In the main structure 400 of the present invention, the lower end 410 and the upper end 420 are configured in the same form. Accordingly, the connection part 430 includes first and second vertical members 431 and 432 that vertically connect the outer and inner rectangular edges of the lower end 410 and the upper end 420, respectively, and the first and second vertical members 431. And first and second grating members 433 and 434 connecting adjacent first and second vertical members 431 and 432 and upper and lower ends 420 and 410 to each other. That is, the first vertical member 431 connects the corners of the outer rectangular edges of the upper and lower ends 420 and 410 and the centers of the first horizontal members 421 and 411 to each other vertically, and the second vertical member 432 is The corners of the inner rectangular edges of the upper and lower ends 420 and 410 and the centers of the second horizontal members 423 and 413 are vertically connected to each other.

And the main structure 400 of the present invention is installed by extending the first horizontal plate 414 to the inside of the first horizontal member 421, 411 of the upper and lower ends 420, 410, respectively, 1 The first vertical plate 415 extends in the height direction perpendicular to the upper surface of the horizontal member 411, respectively. At this time, the first horizontal plate 414 is horizontally bonded to the lower inner side of the first horizontal members 421 and 411, and the lower end of the first vertical plate 415 is the upper surface of the first horizontal member 411. Are bonded to both ends of the first vertical member 431.

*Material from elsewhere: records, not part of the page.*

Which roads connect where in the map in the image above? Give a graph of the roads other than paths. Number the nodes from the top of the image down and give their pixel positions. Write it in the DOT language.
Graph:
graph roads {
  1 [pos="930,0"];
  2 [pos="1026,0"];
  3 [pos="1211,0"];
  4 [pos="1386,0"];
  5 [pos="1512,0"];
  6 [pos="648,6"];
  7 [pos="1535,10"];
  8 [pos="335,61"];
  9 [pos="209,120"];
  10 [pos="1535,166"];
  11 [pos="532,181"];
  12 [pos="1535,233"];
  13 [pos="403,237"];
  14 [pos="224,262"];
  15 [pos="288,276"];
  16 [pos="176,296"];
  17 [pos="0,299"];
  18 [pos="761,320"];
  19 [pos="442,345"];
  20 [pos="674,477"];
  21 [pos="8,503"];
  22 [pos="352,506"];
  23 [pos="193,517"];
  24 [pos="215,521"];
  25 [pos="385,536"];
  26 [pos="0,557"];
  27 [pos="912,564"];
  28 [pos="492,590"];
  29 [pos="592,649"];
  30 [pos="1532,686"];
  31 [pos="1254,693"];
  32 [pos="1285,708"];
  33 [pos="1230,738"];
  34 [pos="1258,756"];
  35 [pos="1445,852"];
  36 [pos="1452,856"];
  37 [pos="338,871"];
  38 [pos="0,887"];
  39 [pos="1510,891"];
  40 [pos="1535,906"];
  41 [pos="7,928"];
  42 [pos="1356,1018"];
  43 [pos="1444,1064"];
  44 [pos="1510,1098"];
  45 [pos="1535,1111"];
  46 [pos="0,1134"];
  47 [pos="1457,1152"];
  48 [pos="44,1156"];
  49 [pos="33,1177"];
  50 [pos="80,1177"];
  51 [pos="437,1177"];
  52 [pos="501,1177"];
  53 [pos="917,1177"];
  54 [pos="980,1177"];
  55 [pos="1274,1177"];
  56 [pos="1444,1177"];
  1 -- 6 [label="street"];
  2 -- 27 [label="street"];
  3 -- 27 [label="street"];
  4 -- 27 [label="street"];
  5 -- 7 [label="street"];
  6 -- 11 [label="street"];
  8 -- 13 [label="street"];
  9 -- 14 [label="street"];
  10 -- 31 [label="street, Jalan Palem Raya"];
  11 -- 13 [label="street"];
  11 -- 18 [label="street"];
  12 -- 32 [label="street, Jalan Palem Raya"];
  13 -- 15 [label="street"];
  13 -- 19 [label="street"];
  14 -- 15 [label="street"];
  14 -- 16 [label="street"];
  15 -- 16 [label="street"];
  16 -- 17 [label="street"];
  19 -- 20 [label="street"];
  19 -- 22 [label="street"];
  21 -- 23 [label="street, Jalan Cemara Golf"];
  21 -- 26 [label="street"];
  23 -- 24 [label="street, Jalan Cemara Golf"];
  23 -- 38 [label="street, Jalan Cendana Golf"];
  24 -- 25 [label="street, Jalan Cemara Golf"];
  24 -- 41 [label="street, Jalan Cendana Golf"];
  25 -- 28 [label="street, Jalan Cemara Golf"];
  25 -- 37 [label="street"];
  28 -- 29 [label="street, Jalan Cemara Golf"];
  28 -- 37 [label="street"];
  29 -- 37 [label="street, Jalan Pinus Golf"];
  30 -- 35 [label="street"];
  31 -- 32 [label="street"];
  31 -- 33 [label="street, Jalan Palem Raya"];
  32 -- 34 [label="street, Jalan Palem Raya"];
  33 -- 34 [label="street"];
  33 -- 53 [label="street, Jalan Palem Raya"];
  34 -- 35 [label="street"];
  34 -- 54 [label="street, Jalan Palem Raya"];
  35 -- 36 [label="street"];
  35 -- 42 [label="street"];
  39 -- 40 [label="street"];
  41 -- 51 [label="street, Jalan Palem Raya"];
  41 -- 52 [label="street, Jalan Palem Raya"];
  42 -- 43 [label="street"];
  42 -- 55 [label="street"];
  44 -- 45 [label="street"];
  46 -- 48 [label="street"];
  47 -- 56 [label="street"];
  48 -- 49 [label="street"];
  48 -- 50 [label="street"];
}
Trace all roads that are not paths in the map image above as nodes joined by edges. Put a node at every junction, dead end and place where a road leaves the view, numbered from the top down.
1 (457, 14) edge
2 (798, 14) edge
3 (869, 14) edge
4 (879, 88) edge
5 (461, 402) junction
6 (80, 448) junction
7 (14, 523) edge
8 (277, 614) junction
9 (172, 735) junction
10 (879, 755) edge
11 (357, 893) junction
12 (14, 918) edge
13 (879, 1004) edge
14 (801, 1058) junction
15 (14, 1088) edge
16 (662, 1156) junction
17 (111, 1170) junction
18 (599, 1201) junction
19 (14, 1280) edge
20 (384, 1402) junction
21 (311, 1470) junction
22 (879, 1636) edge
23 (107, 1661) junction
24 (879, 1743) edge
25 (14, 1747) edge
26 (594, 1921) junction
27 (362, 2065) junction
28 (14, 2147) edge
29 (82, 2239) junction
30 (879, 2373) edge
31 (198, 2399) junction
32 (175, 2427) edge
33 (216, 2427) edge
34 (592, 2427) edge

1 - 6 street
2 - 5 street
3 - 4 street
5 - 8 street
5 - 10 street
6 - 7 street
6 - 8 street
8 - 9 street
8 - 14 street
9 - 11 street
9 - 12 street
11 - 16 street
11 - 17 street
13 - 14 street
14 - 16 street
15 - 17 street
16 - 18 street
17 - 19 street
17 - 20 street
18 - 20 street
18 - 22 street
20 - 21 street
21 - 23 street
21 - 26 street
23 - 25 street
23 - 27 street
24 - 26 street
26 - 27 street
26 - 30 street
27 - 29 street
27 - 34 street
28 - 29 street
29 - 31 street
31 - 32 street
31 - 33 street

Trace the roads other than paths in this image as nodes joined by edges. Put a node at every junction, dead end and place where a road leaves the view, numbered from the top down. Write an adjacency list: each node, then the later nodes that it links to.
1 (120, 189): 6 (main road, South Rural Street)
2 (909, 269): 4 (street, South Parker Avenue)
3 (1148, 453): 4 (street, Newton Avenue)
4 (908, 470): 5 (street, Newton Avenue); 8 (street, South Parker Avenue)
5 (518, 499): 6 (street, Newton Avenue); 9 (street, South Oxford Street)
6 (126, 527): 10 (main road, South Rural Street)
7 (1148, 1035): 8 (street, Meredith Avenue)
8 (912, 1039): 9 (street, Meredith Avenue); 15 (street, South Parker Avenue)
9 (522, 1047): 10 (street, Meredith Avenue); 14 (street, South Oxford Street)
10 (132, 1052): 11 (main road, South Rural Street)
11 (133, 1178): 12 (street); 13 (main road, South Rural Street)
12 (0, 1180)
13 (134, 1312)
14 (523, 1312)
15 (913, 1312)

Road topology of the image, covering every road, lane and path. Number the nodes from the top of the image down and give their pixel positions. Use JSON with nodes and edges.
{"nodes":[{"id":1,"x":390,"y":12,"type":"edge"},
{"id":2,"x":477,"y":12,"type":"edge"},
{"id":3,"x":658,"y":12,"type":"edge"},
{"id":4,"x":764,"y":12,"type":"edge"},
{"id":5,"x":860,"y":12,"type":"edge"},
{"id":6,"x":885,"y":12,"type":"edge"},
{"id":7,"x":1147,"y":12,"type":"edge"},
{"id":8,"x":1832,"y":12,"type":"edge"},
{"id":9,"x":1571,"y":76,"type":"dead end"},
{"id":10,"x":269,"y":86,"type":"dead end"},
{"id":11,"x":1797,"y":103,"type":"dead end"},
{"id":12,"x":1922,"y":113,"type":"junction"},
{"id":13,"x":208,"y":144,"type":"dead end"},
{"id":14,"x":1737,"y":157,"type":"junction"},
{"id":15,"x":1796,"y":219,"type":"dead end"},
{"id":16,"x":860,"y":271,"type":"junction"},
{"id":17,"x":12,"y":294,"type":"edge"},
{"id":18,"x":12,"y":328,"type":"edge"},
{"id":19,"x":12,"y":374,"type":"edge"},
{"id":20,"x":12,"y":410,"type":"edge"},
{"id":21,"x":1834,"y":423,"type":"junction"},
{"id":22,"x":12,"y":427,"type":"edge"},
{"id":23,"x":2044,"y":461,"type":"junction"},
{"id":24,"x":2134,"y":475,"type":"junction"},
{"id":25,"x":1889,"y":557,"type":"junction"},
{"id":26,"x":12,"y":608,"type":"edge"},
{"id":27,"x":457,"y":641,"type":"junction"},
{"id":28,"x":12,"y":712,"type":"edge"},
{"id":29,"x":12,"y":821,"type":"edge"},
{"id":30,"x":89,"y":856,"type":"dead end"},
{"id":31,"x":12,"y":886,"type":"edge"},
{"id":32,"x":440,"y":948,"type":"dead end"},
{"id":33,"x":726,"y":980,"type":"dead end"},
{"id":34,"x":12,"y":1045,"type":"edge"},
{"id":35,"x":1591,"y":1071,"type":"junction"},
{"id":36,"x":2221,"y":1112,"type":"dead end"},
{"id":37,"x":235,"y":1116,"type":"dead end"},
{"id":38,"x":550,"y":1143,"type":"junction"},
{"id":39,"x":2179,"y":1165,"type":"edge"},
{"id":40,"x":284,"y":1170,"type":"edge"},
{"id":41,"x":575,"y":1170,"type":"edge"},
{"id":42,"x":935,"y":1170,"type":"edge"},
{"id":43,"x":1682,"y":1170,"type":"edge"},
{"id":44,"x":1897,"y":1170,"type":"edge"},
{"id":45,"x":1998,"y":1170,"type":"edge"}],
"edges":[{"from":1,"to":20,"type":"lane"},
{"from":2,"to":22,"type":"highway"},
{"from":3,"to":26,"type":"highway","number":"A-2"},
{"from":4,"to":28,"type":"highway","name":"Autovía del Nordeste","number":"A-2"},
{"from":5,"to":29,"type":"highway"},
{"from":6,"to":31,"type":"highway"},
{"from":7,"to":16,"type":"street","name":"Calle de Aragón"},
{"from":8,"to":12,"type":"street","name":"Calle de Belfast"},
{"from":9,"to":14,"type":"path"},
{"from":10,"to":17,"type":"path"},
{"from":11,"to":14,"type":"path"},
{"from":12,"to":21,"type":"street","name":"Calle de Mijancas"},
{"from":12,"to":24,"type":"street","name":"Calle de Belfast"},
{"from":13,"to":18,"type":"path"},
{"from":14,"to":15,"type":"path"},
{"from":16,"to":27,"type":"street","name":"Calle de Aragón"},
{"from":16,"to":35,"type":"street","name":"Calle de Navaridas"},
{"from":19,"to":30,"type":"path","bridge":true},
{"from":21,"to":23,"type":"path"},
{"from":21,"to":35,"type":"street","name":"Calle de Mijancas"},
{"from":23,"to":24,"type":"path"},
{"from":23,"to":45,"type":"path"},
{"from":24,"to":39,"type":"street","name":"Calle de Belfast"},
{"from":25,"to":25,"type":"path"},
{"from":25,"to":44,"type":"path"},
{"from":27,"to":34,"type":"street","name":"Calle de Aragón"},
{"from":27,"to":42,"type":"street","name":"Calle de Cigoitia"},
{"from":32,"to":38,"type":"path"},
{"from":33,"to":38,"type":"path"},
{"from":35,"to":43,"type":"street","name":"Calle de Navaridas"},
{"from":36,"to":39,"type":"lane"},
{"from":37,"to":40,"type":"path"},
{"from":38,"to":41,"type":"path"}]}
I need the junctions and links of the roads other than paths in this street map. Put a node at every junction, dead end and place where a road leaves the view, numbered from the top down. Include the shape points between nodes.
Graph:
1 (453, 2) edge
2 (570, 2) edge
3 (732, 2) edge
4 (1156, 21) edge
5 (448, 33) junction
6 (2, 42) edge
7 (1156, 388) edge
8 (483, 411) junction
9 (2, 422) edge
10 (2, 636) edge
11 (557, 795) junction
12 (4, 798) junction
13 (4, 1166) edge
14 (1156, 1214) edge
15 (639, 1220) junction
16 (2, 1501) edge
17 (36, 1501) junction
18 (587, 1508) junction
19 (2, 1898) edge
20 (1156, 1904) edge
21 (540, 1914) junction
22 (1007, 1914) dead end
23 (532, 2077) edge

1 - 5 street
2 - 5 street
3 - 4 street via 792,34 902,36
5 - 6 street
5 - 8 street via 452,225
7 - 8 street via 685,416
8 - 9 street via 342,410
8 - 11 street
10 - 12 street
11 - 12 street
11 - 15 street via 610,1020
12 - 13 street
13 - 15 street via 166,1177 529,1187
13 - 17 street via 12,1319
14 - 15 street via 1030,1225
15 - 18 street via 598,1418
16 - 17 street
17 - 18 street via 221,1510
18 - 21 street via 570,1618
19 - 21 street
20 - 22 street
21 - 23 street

In addition, the main structure 400 of the present invention is installed by extending the second horizontal plate 416 to both sides of the second horizontal member (423, 413) of the upper and lower ends (420, 410), 2 The second vertical plate 417 is extended and installed in the height direction perpendicular to the upper surface of the horizontal member 413. At this time, the second horizontal plate 416 is bonded to both sides of the lower end of the second horizontal member 423, 413 in the horizontal direction, the lower end of the second vertical plate 417 is the upper surface of the second horizontal member 413 Are bonded to both ends of the second vertical member 432.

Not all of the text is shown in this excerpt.